--- SUPPLIED RECORDS ---

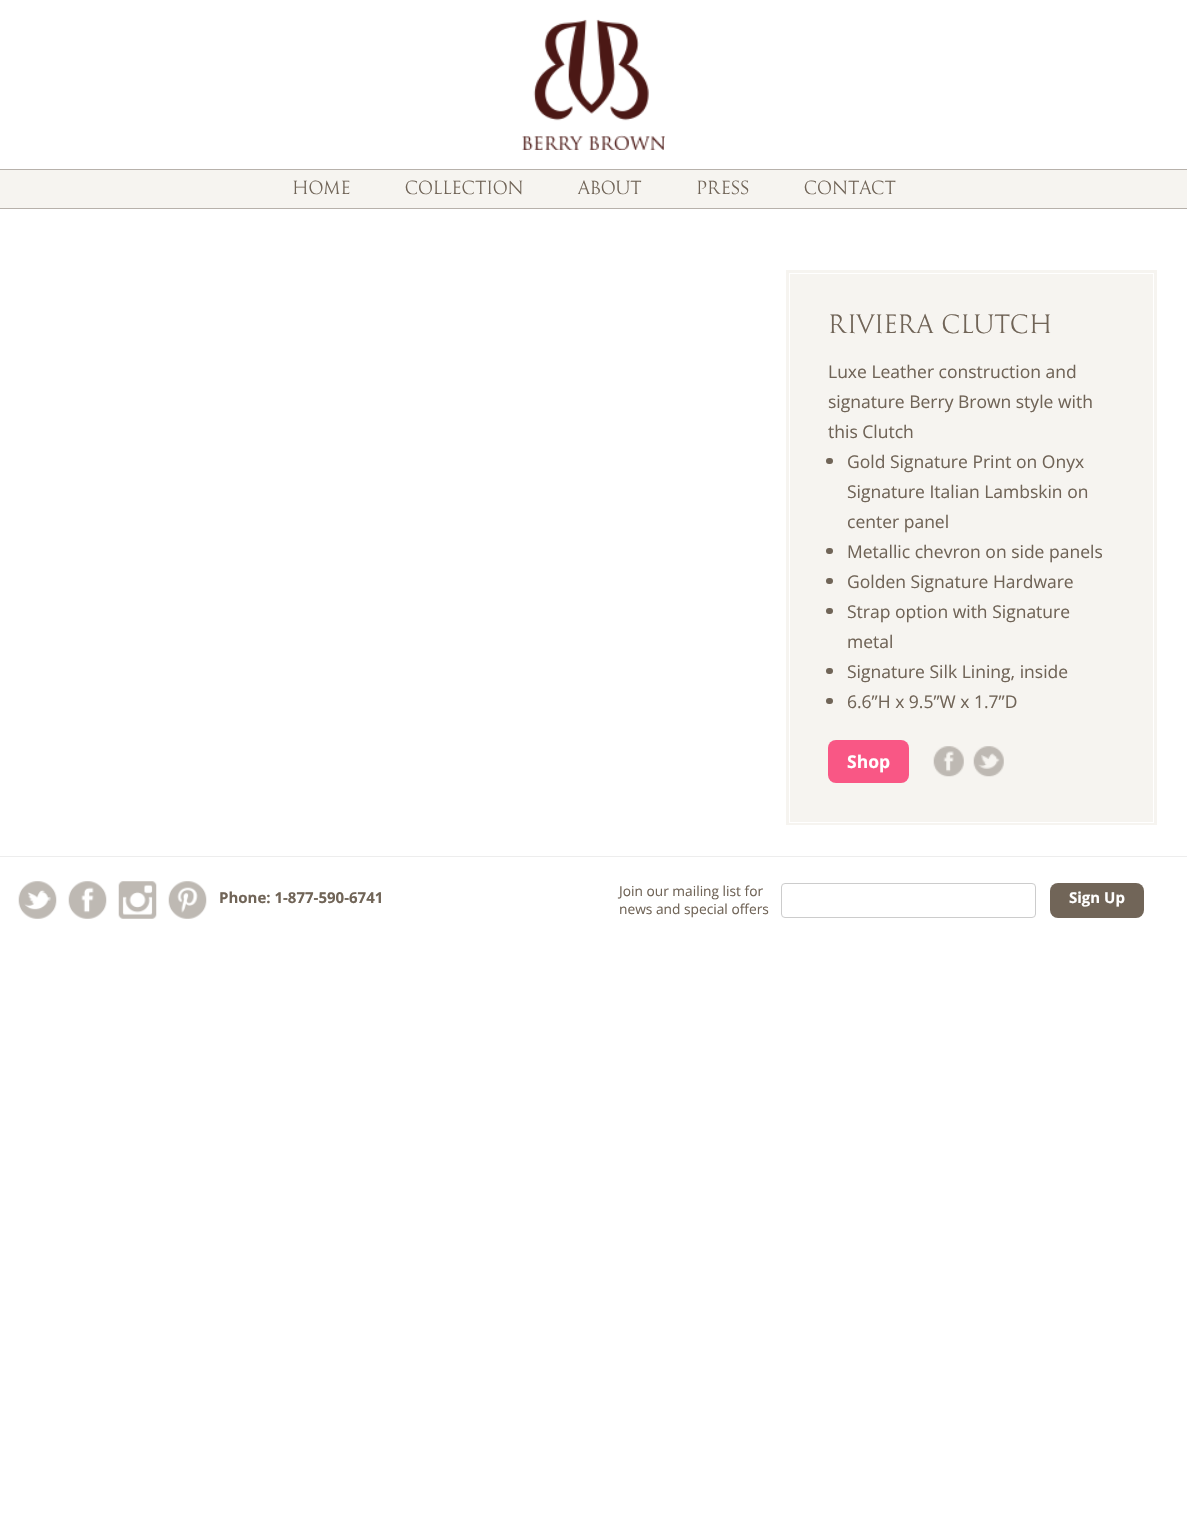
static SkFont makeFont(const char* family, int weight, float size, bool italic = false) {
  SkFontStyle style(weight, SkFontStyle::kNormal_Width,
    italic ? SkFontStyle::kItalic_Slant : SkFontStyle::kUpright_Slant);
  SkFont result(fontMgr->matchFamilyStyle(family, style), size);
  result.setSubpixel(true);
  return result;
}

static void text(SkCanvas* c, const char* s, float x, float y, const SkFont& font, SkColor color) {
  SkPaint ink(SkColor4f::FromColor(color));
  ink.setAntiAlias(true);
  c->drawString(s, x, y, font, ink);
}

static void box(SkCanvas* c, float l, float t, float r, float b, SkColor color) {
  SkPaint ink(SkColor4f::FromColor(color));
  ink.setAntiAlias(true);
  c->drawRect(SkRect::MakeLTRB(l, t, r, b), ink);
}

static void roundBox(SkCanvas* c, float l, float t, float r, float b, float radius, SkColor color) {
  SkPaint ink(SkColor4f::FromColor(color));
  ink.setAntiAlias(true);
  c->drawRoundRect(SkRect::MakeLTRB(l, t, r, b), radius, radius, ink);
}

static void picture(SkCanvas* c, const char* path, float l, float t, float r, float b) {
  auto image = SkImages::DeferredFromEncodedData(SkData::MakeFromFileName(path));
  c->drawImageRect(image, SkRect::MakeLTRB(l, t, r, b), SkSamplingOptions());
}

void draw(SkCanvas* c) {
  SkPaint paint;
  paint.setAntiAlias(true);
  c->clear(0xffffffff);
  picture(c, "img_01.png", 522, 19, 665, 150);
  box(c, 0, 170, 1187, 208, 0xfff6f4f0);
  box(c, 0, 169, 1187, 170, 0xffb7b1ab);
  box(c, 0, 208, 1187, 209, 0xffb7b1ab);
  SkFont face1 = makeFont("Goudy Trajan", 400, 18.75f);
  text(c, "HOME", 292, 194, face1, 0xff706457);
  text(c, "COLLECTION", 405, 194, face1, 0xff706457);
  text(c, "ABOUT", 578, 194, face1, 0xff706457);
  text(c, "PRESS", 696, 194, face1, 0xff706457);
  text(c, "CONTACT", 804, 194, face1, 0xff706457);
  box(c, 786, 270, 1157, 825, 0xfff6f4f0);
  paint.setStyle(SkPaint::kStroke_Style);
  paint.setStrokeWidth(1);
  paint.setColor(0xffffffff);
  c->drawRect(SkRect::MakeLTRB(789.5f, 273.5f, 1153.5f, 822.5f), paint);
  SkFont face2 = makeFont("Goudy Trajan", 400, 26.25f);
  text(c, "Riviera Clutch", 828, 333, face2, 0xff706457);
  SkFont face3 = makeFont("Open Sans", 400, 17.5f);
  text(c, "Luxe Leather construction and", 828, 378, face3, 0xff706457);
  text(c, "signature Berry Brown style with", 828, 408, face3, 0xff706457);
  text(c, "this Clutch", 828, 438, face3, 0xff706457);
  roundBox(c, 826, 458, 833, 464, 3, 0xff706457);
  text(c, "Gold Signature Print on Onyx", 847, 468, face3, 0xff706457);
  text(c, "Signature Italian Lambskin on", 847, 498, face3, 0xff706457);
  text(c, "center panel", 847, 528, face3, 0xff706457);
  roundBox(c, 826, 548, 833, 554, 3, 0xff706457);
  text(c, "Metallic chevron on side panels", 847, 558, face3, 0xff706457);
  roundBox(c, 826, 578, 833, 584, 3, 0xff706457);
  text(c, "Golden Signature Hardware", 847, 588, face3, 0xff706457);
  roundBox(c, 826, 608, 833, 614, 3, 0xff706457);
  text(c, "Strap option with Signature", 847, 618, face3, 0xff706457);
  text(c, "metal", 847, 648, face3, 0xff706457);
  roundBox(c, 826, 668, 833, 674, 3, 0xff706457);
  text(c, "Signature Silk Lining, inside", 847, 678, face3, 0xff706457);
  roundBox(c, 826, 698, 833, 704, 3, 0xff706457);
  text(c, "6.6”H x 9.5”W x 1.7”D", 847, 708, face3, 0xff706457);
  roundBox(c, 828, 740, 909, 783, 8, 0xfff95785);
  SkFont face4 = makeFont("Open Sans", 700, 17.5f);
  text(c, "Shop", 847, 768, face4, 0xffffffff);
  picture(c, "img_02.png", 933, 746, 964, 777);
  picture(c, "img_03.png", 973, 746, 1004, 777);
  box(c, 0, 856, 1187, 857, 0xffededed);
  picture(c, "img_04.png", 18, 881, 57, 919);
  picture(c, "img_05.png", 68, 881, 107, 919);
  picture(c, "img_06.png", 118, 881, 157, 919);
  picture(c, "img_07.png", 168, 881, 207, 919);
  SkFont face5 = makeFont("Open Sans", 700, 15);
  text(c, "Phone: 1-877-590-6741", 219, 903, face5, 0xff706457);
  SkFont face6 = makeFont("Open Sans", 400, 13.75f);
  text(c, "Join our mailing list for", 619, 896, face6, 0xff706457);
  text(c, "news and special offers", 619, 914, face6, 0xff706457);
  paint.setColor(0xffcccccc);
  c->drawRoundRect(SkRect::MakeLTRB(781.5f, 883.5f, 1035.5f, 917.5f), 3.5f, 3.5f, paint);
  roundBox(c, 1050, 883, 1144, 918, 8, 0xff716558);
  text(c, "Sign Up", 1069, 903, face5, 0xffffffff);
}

---

* [THE TASK]: Would you please filter the lines above and copy every one that includes "void"?

* [REPLY TO THE EXERCISE]:
static void text(SkCanvas* c, const char* s, float x, float y, const SkFont& font, SkColor color) {
static void box(SkCanvas* c, float l, float t, float r, float b, SkColor color) {
static void roundBox(SkCanvas* c, float l, float t, float r, float b, float radius, SkColor color) {
static void picture(SkCanvas* c, const char* path, float l, float t, float r, float b) {
void draw(SkCanvas* c) {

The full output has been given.